- **Data provided**:
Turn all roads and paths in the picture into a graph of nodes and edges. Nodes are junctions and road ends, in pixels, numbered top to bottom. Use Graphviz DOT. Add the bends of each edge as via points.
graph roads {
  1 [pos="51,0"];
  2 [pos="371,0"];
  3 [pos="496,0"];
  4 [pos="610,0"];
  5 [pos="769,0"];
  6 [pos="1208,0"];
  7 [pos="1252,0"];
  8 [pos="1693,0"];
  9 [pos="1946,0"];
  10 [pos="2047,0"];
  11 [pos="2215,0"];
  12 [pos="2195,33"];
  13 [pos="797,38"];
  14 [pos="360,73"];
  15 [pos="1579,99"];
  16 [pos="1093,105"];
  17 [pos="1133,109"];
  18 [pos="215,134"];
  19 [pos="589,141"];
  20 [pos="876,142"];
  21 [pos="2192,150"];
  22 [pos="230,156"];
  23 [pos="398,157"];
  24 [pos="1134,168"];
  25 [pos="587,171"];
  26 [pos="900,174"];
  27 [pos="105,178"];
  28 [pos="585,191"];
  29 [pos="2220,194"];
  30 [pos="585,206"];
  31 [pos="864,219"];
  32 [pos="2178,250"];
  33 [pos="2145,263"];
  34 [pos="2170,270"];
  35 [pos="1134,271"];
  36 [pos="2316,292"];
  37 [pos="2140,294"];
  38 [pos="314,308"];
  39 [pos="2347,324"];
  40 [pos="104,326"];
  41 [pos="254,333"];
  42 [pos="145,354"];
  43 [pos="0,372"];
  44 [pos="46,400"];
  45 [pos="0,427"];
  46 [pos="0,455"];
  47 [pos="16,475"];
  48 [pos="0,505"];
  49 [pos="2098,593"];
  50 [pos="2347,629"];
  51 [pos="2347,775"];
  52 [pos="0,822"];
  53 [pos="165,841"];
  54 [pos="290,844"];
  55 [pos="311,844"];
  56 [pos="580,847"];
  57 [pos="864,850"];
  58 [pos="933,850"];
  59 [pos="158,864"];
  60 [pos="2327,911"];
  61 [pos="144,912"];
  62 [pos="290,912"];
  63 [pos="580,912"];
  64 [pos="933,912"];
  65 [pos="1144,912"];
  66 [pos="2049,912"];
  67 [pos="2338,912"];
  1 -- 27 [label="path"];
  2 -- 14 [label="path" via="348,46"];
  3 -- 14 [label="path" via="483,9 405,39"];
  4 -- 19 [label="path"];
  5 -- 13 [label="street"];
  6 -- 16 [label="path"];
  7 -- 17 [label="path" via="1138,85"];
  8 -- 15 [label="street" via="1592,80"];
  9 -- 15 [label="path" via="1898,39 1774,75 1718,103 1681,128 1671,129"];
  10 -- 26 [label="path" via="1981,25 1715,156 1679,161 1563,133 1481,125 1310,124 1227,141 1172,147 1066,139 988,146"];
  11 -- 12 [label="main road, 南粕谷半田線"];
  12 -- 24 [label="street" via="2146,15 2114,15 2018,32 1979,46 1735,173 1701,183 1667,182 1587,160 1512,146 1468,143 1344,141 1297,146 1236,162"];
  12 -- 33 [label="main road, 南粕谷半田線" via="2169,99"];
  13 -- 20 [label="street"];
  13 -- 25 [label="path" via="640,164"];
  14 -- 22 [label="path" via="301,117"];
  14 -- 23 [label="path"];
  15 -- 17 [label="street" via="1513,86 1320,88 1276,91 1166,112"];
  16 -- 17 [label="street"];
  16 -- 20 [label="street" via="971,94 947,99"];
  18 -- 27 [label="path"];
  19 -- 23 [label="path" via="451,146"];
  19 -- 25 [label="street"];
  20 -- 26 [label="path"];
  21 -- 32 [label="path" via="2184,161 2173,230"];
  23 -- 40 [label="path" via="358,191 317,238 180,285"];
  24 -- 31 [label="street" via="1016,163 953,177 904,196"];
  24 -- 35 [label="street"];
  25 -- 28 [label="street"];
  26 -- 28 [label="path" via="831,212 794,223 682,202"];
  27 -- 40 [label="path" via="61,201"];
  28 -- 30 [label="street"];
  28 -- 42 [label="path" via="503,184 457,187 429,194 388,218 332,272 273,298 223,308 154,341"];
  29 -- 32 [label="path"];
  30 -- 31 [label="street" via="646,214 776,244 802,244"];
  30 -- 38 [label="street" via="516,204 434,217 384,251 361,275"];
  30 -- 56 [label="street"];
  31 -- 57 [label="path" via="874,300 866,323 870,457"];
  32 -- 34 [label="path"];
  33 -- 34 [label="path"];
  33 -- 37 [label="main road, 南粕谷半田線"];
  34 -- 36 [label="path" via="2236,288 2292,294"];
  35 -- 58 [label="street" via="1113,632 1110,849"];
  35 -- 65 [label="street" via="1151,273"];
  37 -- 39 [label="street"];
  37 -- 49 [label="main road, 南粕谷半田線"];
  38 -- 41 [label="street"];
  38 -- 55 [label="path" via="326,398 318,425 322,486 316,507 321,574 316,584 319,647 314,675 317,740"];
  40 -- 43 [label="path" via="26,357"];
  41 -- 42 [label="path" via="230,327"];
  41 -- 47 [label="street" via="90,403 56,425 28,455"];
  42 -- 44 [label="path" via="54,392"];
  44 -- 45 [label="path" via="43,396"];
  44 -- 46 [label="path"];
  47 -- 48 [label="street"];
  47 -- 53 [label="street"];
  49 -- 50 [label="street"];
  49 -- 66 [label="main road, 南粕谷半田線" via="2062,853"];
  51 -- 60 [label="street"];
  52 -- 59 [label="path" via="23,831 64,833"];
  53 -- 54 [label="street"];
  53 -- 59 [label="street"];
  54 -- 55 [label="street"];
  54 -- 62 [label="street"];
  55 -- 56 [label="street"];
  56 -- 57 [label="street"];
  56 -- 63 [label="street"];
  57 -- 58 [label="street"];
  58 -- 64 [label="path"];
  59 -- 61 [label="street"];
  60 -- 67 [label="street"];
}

- **Your goal**: An exact transcription of the data above is required.

- **Result for this exercise**:
Turn all roads and paths in the picture into a graph of nodes and edges. Nodes are junctions and road ends, in pixels, numbered top to bottom. Use Graphviz DOT. Add the bends of each edge as via points.
graph roads {
  1 [pos="51,0"];
  2 [pos="371,0"];
  3 [pos="496,0"];
  4 [pos="610,0"];
  5 [pos="769,0"];
  6 [pos="1208,0"];
  7 [pos="1252,0"];
  8 [pos="1693,0"];
  9 [pos="1946,0"];
  10 [pos="2047,0"];
  11 [pos="2215,0"];
  12 [pos="2195,33"];
  13 [pos="797,38"];
  14 [pos="360,73"];
  15 [pos="1579,99"];
  16 [pos="1093,105"];
  17 [pos="1133,109"];
  18 [pos="215,134"];
  19 [pos="589,141"];
  20 [pos="876,142"];
  21 [pos="2192,150"];
  22 [pos="230,156"];
  23 [pos="398,157"];
  24 [pos="1134,168"];
  25 [pos="587,171"];
  26 [pos="900,174"];
  27 [pos="105,178"];
  28 [pos="585,191"];
  29 [pos="2220,194"];
  30 [pos="585,206"];
  31 [pos="864,219"];
  32 [pos="2178,250"];
  33 [pos="2145,263"];
  34 [pos="2170,270"];
  35 [pos="1134,271"];
  36 [pos="2316,292"];
  37 [pos="2140,294"];
  38 [pos="314,308"];
  39 [pos="2347,324"];
  40 [pos="104,326"];
  41 [pos="254,333"];
  42 [pos="145,354"];
  43 [pos="0,372"];
  44 [pos="46,400"];
  45 [pos="0,427"];
  46 [pos="0,455"];
  47 [pos="16,475"];
  48 [pos="0,505"];
  49 [pos="2098,593"];
  50 [pos="2347,629"];
  51 [pos="2347,775"];
  52 [pos="0,822"];
  53 [pos="165,841"];
  54 [pos="290,844"];
  55 [pos="311,844"];
  56 [pos="580,847"];
  57 [pos="864,850"];
  58 [pos="933,850"];
  59 [pos="158,864"];
  60 [pos="2327,911"];
  61 [pos="144,912"];
  62 [pos="290,912"];
  63 [pos="580,912"];
  64 [pos="933,912"];
  65 [pos="1144,912"];
  66 [pos="2049,912"];
  67 [pos="2338,912"];
  1 -- 27 [label="path"];
  2 -- 14 [label="path" via="348,46"];
  3 -- 14 [label="path" via="483,9 405,39"];
  4 -- 19 [label="path"];
  5 -- 13 [label="street"];
  6 -- 16 [label="path"];
  7 -- 17 [label="path" via="1138,85"];
  8 -- 15 [label="street" via="1592,80"];
  9 -- 15 [label="path" via="1898,39 1774,75 1718,103 1681,128 1671,129"];
  10 -- 26 [label="path" via="1981,25 1715,156 1679,161 1563,133 1481,125 1310,124 1227,141 1172,147 1066,139 988,146"];
  11 -- 12 [label="main road, 南粕谷半田線"];
  12 -- 24 [label="street" via="2146,15 2114,15 2018,32 1979,46 1735,173 1701,183 1667,182 1587,160 1512,146 1468,143 1344,141 1297,146 1236,162"];
  12 -- 33 [label="main road, 南粕谷半田線" via="2169,99"];
  13 -- 20 [label="street"];
  13 -- 25 [label="path" via="640,164"];
  14 -- 22 [label="path" via="301,117"];
  14 -- 23 [label="path"];
  15 -- 17 [label="street" via="1513,86 1320,88 1276,91 1166,112"];
  16 -- 17 [label="street"];
  16 -- 20 [label="street" via="971,94 947,99"];
  18 -- 27 [label="path"];
  19 -- 23 [label="path" via="451,146"];
  19 -- 25 [label="street"];
  20 -- 26 [label="path"];
  21 -- 32 [label="path" via="2184,161 2173,230"];
  23 -- 40 [label="path" via="358,191 317,238 180,285"];
  24 -- 31 [label="street" via="1016,163 953,177 904,196"];
  24 -- 35 [label="street"];
  25 -- 28 [label="street"];
  26 -- 28 [label="path" via="831,212 794,223 682,202"];
  27 -- 40 [label="path" via="61,201"];
  28 -- 30 [label="street"];
  28 -- 42 [label="path" via="503,184 457,187 429,194 388,218 332,272 273,298 223,308 154,341"];
  29 -- 32 [label="path"];
  30 -- 31 [label="street" via="646,214 776,244 802,244"];
  30 -- 38 [label="street" via="516,204 434,217 384,251 361,275"];
  30 -- 56 [label="street"];
  31 -- 57 [label="path" via="874,300 866,323 870,457"];
  32 -- 34 [label="path"];
  33 -- 34 [label="path"];
  33 -- 37 [label="main road, 南粕谷半田線"];
  34 -- 36 [label="path" via="2236,288 2292,294"];
  35 -- 58 [label="street" via="1113,632 1110,849"];
  35 -- 65 [label="street" via="1151,273"];
  37 -- 39 [label="street"];
  37 -- 49 [label="main road, 南粕谷半田線"];
  38 -- 41 [label="street"];
  38 -- 55 [label="path" via="326,398 318,425 322,486 316,507 321,574 316,584 319,647 314,675 317,740"];
  40 -- 43 [label="path" via="26,357"];
  41 -- 42 [label="path" via="230,327"];
  41 -- 47 [label="street" via="90,403 56,425 28,455"];
  42 -- 44 [label="path" via="54,392"];
  44 -- 45 [label="path" via="43,396"];
  44 -- 46 [label="path"];
  47 -- 48 [label="street"];
  47 -- 53 [label="street"];
  49 -- 50 [label="street"];
  49 -- 66 [label="main road, 南粕谷半田線" via="2062,853"];
  51 -- 60 [label="street"];
  52 -- 59 [label="path" via="23,831 64,833"];
  53 -- 54 [label="street"];
  53 -- 59 [label="street"];
  54 -- 55 [label="street"];
  54 -- 62 [label="street"];
  55 -- 56 [label="street"];
  56 -- 57 [label="street"];
  56 -- 63 [label="street"];
  57 -- 58 [label="street"];
  58 -- 64 [label="path"];
  59 -- 61 [label="street"];
  60 -- 67 [label="street"];
}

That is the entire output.